__About this exercise__
Your answer should consist of each line from the data below that contains "Repslagaregatan".

Saved entries:

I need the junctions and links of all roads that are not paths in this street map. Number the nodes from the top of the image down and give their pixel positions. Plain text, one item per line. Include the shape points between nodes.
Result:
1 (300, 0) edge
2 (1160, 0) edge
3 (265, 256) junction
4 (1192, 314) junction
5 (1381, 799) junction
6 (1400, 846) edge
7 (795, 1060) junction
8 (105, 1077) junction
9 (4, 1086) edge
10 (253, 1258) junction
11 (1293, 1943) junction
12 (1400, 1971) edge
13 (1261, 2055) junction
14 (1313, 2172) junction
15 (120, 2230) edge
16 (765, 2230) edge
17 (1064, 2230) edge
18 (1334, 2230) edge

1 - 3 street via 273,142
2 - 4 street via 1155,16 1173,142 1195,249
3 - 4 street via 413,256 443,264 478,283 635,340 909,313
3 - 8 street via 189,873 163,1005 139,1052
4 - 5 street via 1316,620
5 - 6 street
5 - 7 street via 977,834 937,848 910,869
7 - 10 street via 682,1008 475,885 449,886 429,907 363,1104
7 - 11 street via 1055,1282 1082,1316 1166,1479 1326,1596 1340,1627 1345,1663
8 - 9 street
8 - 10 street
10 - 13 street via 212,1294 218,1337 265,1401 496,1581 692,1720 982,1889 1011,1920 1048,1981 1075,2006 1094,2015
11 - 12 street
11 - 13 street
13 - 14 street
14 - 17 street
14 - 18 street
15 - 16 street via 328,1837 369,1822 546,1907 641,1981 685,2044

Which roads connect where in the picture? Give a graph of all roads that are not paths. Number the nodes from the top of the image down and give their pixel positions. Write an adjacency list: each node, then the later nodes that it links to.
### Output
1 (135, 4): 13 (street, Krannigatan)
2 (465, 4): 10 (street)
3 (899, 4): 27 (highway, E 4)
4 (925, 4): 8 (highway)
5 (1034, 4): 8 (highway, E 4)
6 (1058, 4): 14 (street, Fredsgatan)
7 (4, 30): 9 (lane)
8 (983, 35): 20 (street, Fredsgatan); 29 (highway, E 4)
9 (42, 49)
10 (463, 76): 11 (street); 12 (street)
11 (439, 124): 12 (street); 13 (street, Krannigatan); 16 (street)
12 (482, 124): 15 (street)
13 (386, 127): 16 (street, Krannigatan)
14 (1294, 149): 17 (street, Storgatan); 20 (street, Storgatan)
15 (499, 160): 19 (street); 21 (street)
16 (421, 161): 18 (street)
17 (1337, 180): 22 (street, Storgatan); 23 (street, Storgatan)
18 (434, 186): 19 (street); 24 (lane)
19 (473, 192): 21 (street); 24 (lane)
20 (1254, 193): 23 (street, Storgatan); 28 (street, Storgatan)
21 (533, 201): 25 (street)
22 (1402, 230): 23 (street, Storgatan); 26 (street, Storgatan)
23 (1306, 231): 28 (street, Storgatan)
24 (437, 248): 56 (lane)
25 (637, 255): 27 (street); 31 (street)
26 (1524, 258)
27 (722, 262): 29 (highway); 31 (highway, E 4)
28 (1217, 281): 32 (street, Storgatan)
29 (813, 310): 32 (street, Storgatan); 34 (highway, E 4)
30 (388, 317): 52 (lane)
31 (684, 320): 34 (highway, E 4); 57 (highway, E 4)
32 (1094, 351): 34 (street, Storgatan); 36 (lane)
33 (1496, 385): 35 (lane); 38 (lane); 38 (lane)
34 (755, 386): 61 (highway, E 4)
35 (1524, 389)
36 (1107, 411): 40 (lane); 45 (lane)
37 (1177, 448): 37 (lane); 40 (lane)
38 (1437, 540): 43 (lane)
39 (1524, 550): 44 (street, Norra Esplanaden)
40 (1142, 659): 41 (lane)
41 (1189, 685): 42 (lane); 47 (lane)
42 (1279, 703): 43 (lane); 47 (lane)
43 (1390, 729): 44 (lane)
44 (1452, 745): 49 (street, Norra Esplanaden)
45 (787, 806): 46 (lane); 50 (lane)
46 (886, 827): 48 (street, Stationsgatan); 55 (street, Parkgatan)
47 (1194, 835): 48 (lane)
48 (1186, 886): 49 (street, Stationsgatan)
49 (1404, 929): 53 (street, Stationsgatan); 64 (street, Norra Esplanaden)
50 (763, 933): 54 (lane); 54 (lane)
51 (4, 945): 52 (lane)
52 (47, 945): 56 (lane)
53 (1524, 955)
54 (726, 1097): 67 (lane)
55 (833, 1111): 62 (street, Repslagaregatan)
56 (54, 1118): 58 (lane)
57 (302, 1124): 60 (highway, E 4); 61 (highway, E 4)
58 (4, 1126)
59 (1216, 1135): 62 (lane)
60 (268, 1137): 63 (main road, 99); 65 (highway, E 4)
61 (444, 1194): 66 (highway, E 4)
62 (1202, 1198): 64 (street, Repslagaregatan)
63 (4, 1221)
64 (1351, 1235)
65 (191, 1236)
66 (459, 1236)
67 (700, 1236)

__Exercise solution__
55 (833, 1111): 62 (street, Repslagaregatan)
62 (1202, 1198): 64 (street, Repslagaregatan)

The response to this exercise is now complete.